Maybe This Global Slowdown Is Different - whocansay
http://www.bloombergview.com/articles/2015-08-31/maybe-this-global-slowdown-is-different/
======
ThomPete
What are seeing isn't a shift to the service economy but a shift to the
automation and digitalization economy. In other words and to paraphrase – It's
the technology stupid!

Look at any sector and you will see that the only way to further improve
production-output is to add more technology or artificial enhancements, which
means slowly; less and less; jobs for everyone.
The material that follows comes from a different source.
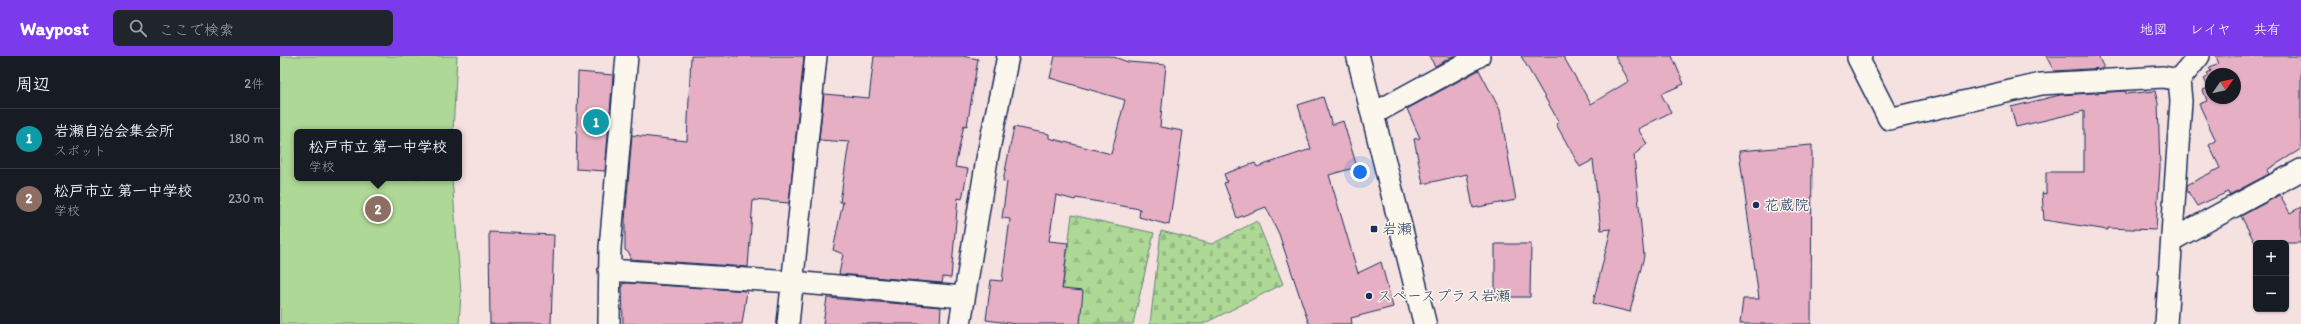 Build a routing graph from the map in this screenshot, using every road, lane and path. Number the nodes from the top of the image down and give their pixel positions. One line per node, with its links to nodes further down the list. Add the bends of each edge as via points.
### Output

Now if the price on all products and services went down at the same time as
the number of jobs are disappearing and the wages goes down, we wouldn't have
any issues.

But the problem is that urbanization pushes prices up and so even though
production gets cheaper and cheaper, the cost of living still seems to be
going up which means we will need to digitalize even more to make up for it.
But that takes time and in the meantime millions and millions of people in the
west are loosing any ability to participate in the job-market because they
aren't just competing against each other or outsourcing but everyone is
competing against automation and digitalization.

This global slowdown is different because the shift to the service economy in
China means that production have no other way to go than automation which
means you won't have the benefits of humans getting jobs and therefore become
part of the global economy.

Instead wealth goes to those who own the robots and Marx although wrong in
most things, was finally right about something :)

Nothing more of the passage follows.